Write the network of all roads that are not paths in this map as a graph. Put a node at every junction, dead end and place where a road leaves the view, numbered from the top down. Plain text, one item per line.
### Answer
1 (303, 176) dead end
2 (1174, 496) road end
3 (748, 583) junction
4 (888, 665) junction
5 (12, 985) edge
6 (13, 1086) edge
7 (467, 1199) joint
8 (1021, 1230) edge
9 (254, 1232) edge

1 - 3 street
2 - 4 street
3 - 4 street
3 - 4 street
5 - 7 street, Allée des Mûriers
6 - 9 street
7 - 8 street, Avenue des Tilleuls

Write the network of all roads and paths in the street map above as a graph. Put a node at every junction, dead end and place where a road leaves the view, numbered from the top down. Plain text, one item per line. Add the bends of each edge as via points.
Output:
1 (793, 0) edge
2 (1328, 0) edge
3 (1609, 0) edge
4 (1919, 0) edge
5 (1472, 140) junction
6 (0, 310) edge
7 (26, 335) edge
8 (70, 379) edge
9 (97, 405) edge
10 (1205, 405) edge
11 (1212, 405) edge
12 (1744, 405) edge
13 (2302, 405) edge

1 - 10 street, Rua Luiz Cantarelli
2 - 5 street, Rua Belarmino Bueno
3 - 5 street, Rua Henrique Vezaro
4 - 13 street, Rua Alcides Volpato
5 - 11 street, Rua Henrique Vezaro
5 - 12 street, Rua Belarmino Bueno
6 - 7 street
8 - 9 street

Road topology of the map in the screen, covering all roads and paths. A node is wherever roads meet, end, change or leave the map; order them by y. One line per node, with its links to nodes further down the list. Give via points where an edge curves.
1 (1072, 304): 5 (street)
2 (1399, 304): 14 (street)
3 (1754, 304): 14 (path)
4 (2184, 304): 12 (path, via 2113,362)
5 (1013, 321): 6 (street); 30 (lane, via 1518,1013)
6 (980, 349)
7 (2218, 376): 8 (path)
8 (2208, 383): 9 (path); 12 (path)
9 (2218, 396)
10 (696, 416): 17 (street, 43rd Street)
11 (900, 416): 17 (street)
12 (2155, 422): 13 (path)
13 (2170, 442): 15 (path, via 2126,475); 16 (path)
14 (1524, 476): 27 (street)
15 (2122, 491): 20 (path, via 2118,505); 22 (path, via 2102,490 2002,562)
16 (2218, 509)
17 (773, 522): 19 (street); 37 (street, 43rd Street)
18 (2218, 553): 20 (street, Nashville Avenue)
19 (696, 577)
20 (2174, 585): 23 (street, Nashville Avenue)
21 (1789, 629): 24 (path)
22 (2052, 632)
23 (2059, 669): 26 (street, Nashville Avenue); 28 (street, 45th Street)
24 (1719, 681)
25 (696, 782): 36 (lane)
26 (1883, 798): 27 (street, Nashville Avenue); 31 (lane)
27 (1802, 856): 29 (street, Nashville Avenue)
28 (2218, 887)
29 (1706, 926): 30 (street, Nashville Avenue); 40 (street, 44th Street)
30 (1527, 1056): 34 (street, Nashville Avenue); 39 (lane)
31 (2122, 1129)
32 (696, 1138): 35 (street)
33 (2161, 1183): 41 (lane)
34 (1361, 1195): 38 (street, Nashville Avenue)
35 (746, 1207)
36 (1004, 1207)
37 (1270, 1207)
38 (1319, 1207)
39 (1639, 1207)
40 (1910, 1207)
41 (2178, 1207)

◆ ◆ ◆ ◆

**WORK TO BE COMPLETED**.
Only lines with the word "Write" are wanted; pull each of them from the records.

**RESULT OF THE TASK**.
Write the network of all roads that are not paths in this map as a graph. Put a node at every junction, dead end and place where a road leaves the view, numbered from the top down. Plain text, one item per line.
Write the network of all roads and paths in the street map above as a graph. Put a node at every junction, dead end and place where a road leaves the view, numbered from the top down. Plain text, one item per line. Add the bends of each edge as via points.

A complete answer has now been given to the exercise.